## Required work:
Each record, minus any picture, should be returned exactly as written.

## Stored data:
——
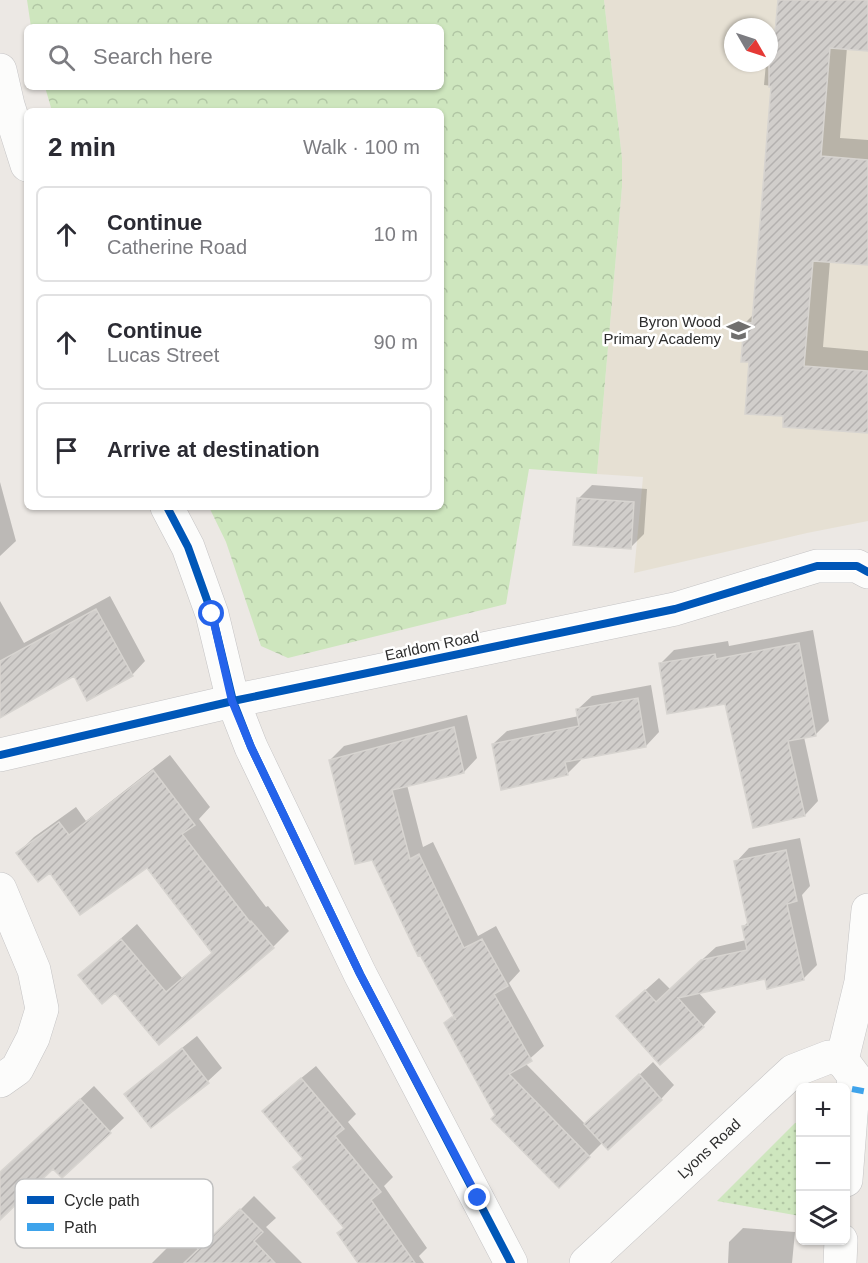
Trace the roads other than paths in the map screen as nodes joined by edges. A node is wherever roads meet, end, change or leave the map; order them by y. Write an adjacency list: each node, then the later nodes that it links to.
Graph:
1 (0, 70): 2 (street)
2 (24, 156)
3 (169, 510): 5 (street)
4 (868, 572): 5 (street, Earldom Road)
5 (232, 701): 6 (street, Earldom Road); 13 (street)
6 (0, 755)
7 (0, 889): 10 (street)
8 (868, 910): 9 (street)
9 (842, 1060): 11 (street); 14 (street, Lyons Road)
10 (0, 1081)
11 (849, 1137)
12 (841, 1245): 15 (street)
13 (511, 1263)
14 (586, 1263)
15 (840, 1263)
——
## Final answer:
Trace the roads other than paths in the map screen as nodes joined by edges. A node is wherever roads meet, end, change or leave the map; order them by y. Write an adjacency list: each node, then the later nodes that it links to.
Graph:
1 (0, 70): 2 (street)
2 (24, 156)
3 (169, 510): 5 (street)
4 (868, 572): 5 (street, Earldom Road)
5 (232, 701): 6 (street, Earldom Road); 13 (street)
6 (0, 755)
7 (0, 889): 10 (street)
8 (868, 910): 9 (street)
9 (842, 1060): 11 (street); 14 (street, Lyons Road)
10 (0, 1081)
11 (849, 1137)
12 (841, 1245): 15 (street)
13 (511, 1263)
14 (586, 1263)
15 (840, 1263)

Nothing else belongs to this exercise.